"In other words, it's time for us to get going?" asked Karl, smiling.
"That's right. Only the next time the antibody curve rises, it will be for keeps."
Four days later it was reported that Judge Brinton, the well-known champion of Category rights, was ill with Blue Martian fever. Three little-known nuclear physicists living in the same apartment in Oak Ridge developed symptoms on the same day. Sporadic cases of Blue Martian flared up all over the continent. Occasionally a whole family was affected—husband, wife, and all the children. There was a mild epidemic at MIT, a more serious one at the School of Social Structure, and at Harvard Medical School nearly a third of the senior class, and they the most brilliant, were hospitalized at the same time.
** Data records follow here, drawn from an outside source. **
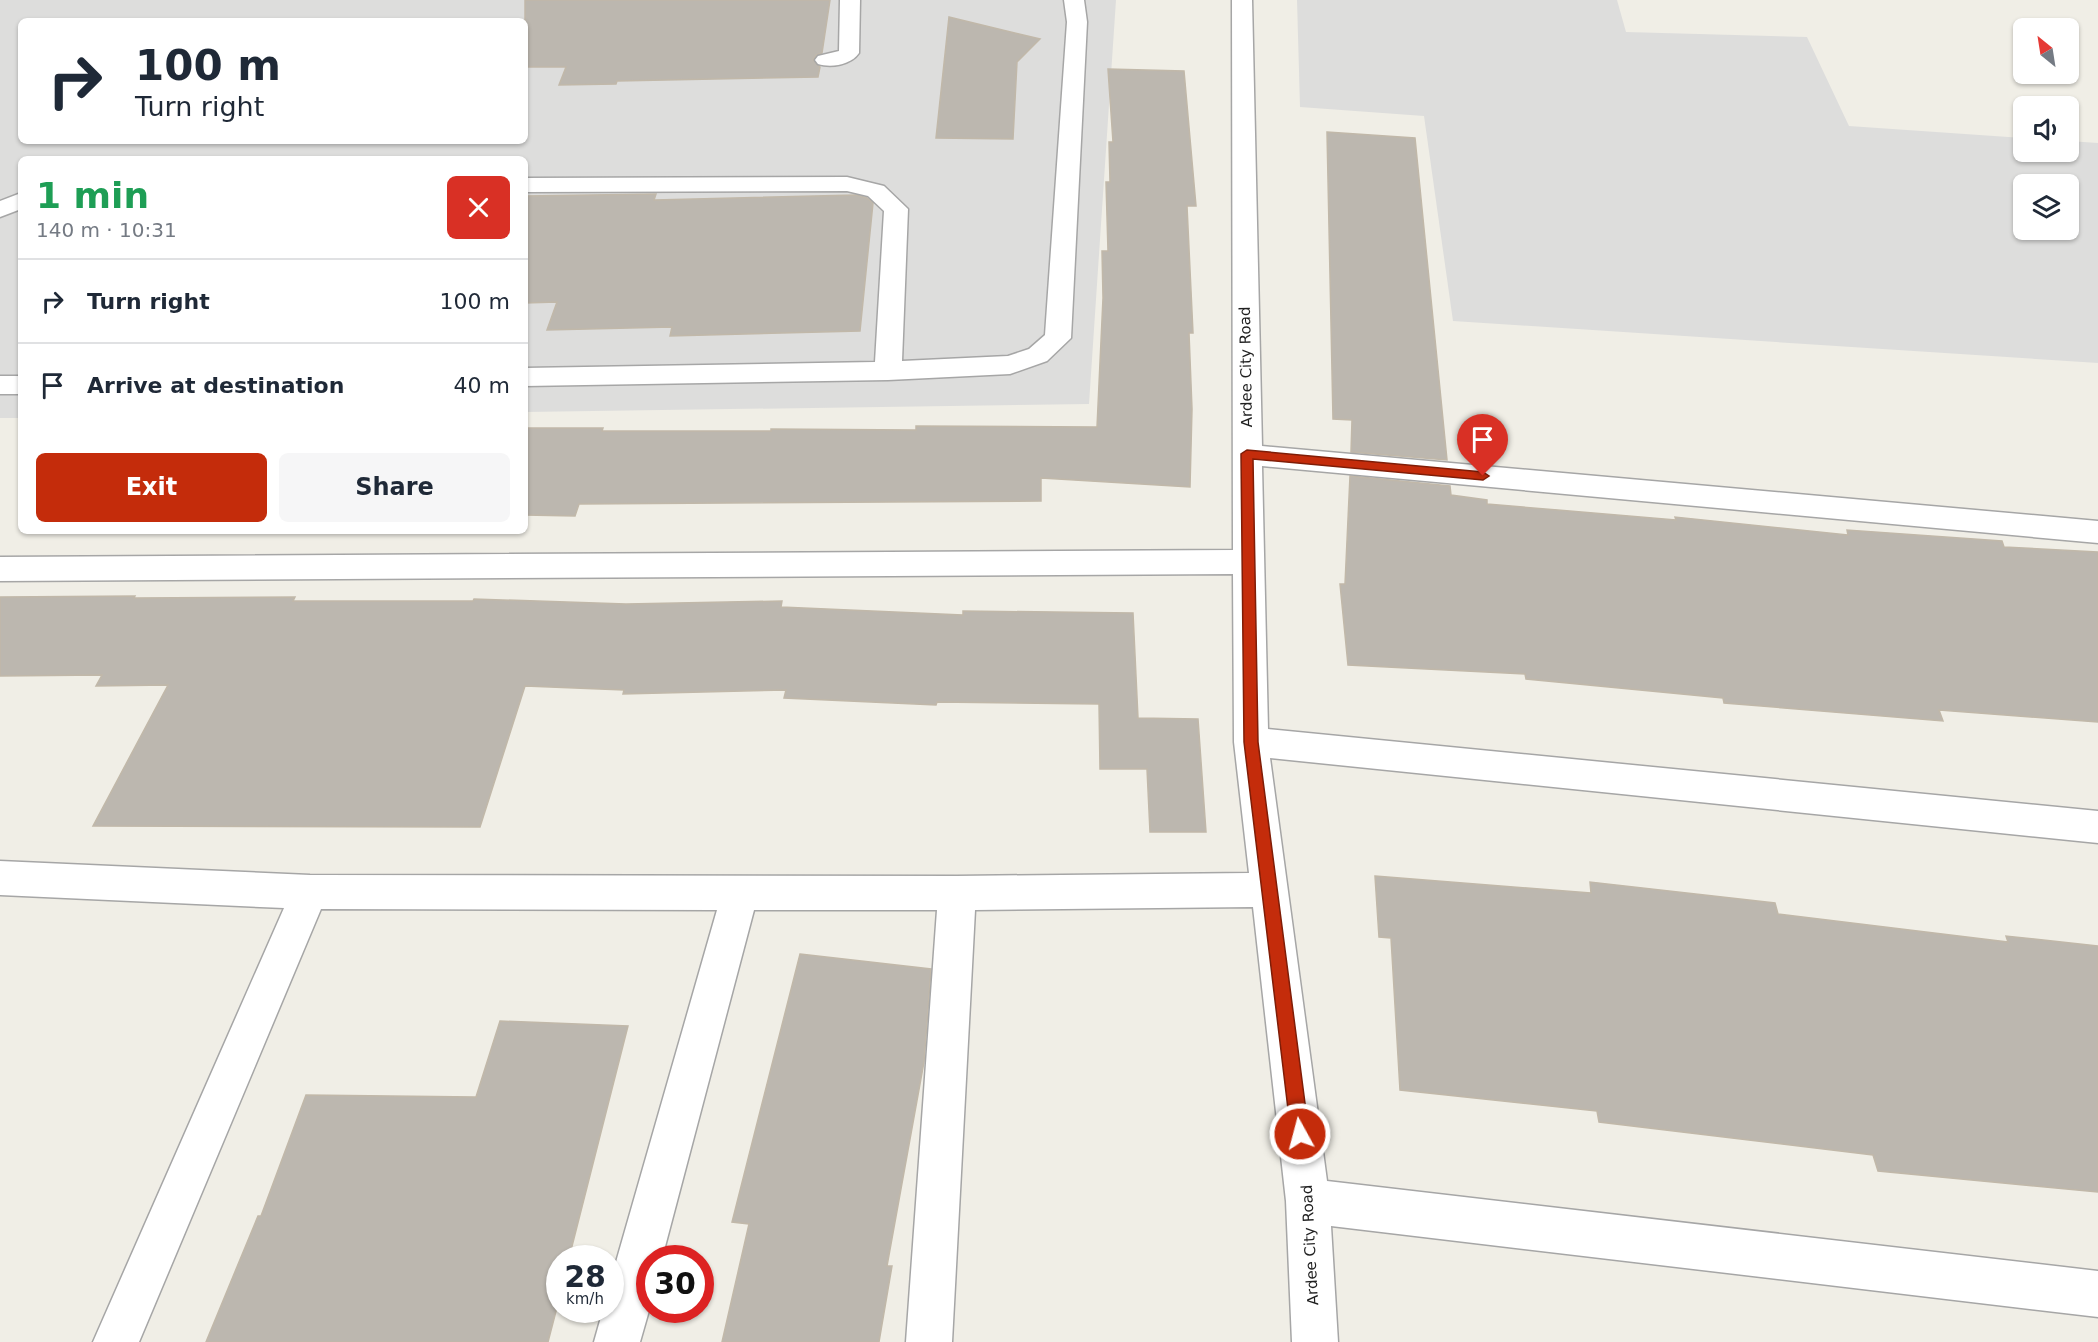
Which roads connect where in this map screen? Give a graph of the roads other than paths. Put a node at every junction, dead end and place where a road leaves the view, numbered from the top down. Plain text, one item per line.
1 (850, 0) edge
2 (1074, 0) edge
3 (1242, 0) edge
4 (825, 60) dead end
5 (528, 185) edge
6 (18, 201) edge
7 (0, 210) edge
8 (888, 371) junction
9 (528, 377) edge
10 (18, 385) edge
11 (0, 386) edge
12 (1247, 454) junction
13 (2098, 532) edge
14 (1248, 562) junction
15 (0, 569) edge
16 (1251, 742) junction
17 (2098, 827) edge
18 (0, 878) edge
19 (1270, 890) junction
20 (310, 892) junction
21 (740, 892) junction
22 (957, 893) junction
23 (1308, 1201) junction
24 (2098, 1293) edge
25 (116, 1342) edge
26 (617, 1342) edge
27 (929, 1342) edge
28 (1315, 1342) edge

1 - 4 street
2 - 8 street
3 - 12 street, Ardee City Road
5 - 8 street
6 - 7 street
8 - 9 street
10 - 11 street
12 - 13 street
12 - 14 street, Ardee City Road
14 - 15 street
14 - 16 street, Ardee City Road
16 - 17 street
16 - 19 street, Ardee City Road
18 - 20 street
19 - 22 street
19 - 23 street, Ardee City Road
20 - 21 street
20 - 25 street
21 - 22 street
21 - 26 street
22 - 27 street
23 - 24 street
23 - 28 street, Ardee City Road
Rumors blanketed the country like a fog, and people everywhere became uneasy. There were no deaths from the illness, but the very idea that an infectious disease could flare up unpredictably all over the nation, out of control, was frightening. It was said that the disease had been beamed to Earth by alien enemies from space; that all its victims became sterile; or that their minds were permanently damaged.
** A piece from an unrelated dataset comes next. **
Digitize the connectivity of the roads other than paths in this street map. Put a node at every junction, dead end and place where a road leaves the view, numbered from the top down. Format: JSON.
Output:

It was also said, though people laughed even as they repeated the rumor, that if you once had Blue Martian Fever you'd become immortal. This particular theory had been clearly traced to the ravings of a red-haired madwoman who was confined to Psycho-detention, but still it was too ridiculous not to repeat. For a week, comedians rang a hundred changes on the basic joke:
Wife: Drop dead!
Husband: I can't. I've had Blue Martian.
The unrest became so great that Leader Marley himself appeared on the telecaster to reassure the nation.
He was an impressive figure on the lighted screen, resting solid and at ease in a leather chair, raising his massive black head, lifting his big hand to gesture as his rich voice rolled out.